You can get creative with the import and export functionality of the tools. For example, you can read annotated Java classes with <annotationconfiguration> and export them with <hbm2hbmxml>. This allows you to develop with JDK 5.0 and the more convenient annotations but deploy Hibernate XML mapping files in production (on JDK 1.4).
Let’s finish this topic with some more advanced configuration options and integrate Hibernate with Java EE services.
Integration with Java EE services
We assume that you’ve already tried the “Hello World” example shown earlier in this topic and that you’re familiar with basic Hibernate configuration and how Hibernate can be integrated with a plain Java application. We’ll now discuss more advanced native Hibernate configuration options and how a regular Hibernate application can utilize the Java EE services provided by a Java EE application server.
If you created your first JPA project with Hibernate Annotations and Hibernate EntityManager, the following configuration advice isn’t really relevant for you— you’re already deep inside Java EE land if you’re using JPA, and no extra integration steps are required. Hence, you can skip this section if you use Hibernate EntityManager.
Java EE application servers such as JBoss AS, BEA WebLogic, and IBM WebSphere implement the standard (Java EE-specific) managed environment for Java. The three most interesting Java EE services Hibernate can be integrated with are JTA, JNDI, and JMX.
JTA allows Hibernate to participate in transactions on managed resources. Hibernate can look up managed resources (database connections) via JNDI and also bind itself as a service to JNDI. Finally, Hibernate can be deployed via JMX and then be managed as a service by the JMX container and monitored at runtime with standard JMX clients.
Let’s look at each service and how you can integrate Hibernate with it.
Integration with JTA
The Java Transaction API (JTA) is the standardized service interface for transaction control in Java enterprise applications. It exposes several interfaces, such as the UserTransaction API for transaction demarcation and the TransactionManager API for participation in the transaction lifecycle. The transaction manager can coordinate a transaction that spans several resources—imagine working in two Hibernate Sessions on two databases in a single transaction.
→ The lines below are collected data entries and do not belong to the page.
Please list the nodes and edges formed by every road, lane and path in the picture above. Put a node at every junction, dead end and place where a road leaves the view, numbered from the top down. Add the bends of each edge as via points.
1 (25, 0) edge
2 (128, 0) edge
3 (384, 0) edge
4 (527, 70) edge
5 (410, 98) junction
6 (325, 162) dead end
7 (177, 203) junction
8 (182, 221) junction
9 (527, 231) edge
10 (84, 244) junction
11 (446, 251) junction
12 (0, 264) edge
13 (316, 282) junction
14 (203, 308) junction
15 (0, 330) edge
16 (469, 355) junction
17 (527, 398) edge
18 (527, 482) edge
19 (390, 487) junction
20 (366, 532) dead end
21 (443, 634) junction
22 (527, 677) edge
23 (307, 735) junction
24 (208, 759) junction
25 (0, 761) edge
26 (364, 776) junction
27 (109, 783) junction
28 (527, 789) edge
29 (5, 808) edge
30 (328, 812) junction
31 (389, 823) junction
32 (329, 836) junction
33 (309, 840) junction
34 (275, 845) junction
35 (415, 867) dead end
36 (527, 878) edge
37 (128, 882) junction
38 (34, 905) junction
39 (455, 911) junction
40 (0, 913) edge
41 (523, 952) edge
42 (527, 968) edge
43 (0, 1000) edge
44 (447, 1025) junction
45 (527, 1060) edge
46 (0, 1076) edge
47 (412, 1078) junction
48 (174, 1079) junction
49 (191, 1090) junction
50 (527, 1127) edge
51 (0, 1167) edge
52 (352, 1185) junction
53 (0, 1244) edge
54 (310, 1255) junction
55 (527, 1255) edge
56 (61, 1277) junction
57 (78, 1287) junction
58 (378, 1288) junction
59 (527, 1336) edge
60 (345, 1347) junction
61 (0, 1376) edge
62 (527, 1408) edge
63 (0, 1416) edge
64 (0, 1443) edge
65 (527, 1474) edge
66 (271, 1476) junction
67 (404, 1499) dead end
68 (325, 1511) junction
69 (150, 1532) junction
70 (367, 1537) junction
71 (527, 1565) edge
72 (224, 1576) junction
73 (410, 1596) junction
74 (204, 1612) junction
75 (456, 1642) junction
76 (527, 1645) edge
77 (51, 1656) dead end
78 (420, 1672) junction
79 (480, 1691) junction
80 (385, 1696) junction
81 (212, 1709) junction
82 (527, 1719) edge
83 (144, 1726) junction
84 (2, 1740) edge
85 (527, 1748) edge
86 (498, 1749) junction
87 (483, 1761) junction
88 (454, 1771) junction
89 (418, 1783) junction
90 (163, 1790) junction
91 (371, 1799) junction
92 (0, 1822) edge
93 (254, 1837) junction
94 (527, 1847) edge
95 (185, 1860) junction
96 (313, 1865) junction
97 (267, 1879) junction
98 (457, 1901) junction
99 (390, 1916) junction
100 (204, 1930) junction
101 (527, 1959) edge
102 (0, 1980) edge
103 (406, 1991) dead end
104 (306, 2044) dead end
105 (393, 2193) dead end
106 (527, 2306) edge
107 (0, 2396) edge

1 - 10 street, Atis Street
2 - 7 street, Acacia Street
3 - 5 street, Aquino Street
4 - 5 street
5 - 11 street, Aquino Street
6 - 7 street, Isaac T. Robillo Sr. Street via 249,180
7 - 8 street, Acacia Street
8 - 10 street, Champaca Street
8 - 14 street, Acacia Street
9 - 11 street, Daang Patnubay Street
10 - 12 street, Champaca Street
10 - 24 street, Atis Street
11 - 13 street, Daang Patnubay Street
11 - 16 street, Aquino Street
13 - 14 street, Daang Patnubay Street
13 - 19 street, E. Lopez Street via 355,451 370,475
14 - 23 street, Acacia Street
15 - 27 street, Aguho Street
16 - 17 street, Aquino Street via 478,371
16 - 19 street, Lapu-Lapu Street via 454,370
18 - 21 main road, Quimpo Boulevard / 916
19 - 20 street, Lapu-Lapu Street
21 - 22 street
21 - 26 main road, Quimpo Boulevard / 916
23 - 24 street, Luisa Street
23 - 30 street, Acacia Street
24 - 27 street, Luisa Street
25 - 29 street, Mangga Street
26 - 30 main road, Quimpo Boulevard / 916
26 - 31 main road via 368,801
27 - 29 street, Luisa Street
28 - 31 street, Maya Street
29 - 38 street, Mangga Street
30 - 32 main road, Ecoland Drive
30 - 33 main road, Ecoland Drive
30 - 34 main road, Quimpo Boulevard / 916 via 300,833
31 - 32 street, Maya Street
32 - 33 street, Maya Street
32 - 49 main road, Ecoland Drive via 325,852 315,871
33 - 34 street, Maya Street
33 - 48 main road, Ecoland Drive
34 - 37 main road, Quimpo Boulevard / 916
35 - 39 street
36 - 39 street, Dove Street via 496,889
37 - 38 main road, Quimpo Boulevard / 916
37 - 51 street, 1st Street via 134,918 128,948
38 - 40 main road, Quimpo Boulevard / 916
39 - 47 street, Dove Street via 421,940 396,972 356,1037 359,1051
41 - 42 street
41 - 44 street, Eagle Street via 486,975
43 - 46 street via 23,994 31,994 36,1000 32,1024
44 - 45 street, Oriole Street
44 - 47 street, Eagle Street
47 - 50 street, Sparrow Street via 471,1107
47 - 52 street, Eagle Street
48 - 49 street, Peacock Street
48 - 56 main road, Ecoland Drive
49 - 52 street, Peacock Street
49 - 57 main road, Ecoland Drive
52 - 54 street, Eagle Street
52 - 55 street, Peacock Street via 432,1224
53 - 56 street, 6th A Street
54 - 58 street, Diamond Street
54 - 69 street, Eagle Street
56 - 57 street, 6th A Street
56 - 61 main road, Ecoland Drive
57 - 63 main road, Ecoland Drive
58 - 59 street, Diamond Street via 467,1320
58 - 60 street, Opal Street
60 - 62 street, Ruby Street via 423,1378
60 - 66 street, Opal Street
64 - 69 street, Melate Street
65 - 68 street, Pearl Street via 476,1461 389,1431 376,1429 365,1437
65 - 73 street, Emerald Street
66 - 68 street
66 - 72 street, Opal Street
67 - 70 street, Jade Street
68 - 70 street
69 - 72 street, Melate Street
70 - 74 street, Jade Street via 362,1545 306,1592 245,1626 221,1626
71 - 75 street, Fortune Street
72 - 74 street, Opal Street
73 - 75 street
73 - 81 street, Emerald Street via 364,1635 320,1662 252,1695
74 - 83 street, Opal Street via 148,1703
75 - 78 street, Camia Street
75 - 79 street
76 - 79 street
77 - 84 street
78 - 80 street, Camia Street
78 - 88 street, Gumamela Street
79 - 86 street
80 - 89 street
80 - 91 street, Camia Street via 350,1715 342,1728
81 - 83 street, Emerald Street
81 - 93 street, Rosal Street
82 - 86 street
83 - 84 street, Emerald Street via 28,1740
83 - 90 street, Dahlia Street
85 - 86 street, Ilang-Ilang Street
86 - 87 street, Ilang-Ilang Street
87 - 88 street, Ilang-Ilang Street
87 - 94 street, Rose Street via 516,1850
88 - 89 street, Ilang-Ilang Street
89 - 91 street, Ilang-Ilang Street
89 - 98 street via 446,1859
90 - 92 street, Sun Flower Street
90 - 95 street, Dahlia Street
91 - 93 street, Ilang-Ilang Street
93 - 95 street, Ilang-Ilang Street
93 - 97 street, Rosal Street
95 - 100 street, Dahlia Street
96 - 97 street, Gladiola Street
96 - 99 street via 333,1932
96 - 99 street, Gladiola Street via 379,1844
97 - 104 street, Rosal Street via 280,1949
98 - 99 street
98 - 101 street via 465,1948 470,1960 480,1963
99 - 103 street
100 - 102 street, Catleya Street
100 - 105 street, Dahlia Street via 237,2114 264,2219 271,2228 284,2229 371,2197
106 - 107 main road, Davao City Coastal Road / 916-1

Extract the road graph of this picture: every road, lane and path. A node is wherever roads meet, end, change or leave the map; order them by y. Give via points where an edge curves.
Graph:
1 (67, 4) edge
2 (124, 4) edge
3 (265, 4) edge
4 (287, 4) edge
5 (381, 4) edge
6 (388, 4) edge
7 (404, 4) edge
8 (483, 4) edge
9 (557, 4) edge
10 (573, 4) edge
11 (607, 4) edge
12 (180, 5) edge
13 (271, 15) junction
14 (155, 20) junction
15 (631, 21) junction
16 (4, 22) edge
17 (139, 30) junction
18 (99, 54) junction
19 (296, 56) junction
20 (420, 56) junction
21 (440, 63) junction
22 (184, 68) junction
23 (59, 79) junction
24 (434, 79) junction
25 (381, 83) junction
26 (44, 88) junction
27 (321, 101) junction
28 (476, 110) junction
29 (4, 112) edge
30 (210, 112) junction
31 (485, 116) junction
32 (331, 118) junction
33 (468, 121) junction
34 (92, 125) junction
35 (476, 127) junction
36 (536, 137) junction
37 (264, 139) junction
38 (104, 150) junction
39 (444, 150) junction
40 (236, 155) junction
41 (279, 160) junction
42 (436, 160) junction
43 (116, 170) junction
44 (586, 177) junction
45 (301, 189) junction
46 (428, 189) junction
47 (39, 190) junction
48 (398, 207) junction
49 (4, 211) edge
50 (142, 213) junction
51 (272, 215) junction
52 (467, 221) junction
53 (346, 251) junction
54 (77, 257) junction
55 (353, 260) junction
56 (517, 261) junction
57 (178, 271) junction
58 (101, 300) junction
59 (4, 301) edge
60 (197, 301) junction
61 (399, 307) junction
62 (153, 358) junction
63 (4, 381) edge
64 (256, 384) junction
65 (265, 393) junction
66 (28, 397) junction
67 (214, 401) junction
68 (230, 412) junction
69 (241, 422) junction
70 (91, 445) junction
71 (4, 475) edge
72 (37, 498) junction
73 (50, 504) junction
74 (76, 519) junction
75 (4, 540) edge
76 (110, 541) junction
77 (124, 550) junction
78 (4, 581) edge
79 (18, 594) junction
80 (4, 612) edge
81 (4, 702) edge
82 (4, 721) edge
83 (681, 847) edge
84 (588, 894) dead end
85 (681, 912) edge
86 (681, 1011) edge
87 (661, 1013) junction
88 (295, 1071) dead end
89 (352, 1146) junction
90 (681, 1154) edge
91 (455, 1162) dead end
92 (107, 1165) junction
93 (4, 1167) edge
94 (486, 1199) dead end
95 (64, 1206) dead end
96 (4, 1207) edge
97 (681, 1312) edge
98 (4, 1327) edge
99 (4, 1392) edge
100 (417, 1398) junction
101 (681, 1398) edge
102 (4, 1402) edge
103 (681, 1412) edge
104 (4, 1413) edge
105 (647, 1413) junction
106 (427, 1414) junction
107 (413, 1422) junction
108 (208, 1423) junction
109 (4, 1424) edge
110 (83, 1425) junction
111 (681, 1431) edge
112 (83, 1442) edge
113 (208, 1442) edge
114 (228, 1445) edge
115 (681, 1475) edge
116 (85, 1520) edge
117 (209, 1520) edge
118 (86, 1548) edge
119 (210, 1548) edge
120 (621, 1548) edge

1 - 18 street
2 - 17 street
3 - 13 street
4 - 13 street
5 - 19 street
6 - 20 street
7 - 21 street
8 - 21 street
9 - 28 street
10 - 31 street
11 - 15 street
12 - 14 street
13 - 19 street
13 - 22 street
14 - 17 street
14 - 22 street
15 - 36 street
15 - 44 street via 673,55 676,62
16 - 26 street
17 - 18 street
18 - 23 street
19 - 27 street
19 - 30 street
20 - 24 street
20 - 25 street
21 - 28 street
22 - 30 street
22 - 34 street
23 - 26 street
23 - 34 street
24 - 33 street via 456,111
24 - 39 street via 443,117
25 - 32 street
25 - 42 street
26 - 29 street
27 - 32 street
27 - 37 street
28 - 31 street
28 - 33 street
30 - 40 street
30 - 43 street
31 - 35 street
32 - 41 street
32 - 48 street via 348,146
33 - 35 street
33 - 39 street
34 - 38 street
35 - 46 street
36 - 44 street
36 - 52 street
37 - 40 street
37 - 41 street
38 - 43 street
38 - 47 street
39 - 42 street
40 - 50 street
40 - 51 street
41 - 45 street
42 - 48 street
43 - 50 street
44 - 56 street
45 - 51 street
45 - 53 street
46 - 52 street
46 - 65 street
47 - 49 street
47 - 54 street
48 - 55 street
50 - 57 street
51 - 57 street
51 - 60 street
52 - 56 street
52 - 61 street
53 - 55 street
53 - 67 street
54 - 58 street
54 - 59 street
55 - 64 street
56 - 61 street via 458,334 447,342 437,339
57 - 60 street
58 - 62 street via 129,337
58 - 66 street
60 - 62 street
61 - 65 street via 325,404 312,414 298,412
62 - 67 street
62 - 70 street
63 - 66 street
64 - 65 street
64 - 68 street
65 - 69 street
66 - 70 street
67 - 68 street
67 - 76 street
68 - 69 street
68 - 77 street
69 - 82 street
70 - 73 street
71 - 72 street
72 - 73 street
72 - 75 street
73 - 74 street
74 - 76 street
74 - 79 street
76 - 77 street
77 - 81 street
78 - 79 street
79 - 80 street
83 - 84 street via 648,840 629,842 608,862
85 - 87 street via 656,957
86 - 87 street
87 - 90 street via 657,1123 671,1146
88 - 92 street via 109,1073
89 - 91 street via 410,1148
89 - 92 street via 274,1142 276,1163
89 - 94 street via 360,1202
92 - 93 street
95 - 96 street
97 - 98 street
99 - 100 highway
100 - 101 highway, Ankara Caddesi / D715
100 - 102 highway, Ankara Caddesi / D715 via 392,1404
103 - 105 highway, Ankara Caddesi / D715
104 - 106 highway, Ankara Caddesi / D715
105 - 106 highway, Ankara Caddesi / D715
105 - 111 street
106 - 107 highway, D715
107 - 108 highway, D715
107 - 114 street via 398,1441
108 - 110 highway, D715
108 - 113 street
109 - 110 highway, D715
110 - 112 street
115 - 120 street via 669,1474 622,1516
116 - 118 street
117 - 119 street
A JTA transaction service is provided by all Java EE application servers. However, many Java EE services are usable stand-alone, and you can deploy a JTA provider along with your application, such as JBoss Transactions or ObjectWeb JOTM. We won’t have much to say about this part of your configuration but focus on the integration of Hibernate with a JTA service, which is the same in full application servers or with stand-alone JTA providers.
Look at figure 2.6. You use the Hibernate Session interface to access your database(s), and it’s Hibernate’s responsibility to integrate with the Java EE services of the managed environment.
Figure 2.6 Hibernate in an environment with managed resources
In such a managed environment, Hibernate no longer creates and maintains a JDBC connection pool—Hibernate obtains database connections by looking up a Datasource object in the JNDI registry. Hence, your Hibernate configuration needs a reference to the JNDI name where managed connections can be obtained.
With this configuration file, Hibernate looks up database connections in JNDI using the name java:/MyDatasource. When you configure your application server and deploy your application, or when you configure your stand-alone JTA provider, this is the name to which you should bind the managed datasource. Note that a dialect setting is still required for Hibernate to produce the correct SQL.
NOTE Hibernate with Tomcat—Tomcat isn’t a Java EE application server; it’s just a servlet container, albeit a servlet container with some features usually found only in application servers. One of these features may be used with Hibernate: the Tomcat connection pool. Tomcat uses the DBCP connection pool internally but exposes it as a JNDI datasource, just like a real application server. To configure the Tomcat datasource, you need to edit server.xml, according to instructions in the Tomcat JNDI/JDBC documentation. Hibernate can be configured to use this datasource by setting hibernate.connection.datasource. Keep in mind that Tomcat doesn’t ship with a transaction manager, so you still have plain JDBC transaction semantics, which Hibernate can hide with its optional Transaction API. Alternatively, you can deploy a JTA-compatible standalone transaction manager along with your web application, which you should consider to get the standardized UserTransaction API. On the other hand, a regular application server (especially if it’s modular like JBoss AS) may be easier to configure than Tomcat plus DBCP plus JTA, and it provides better services.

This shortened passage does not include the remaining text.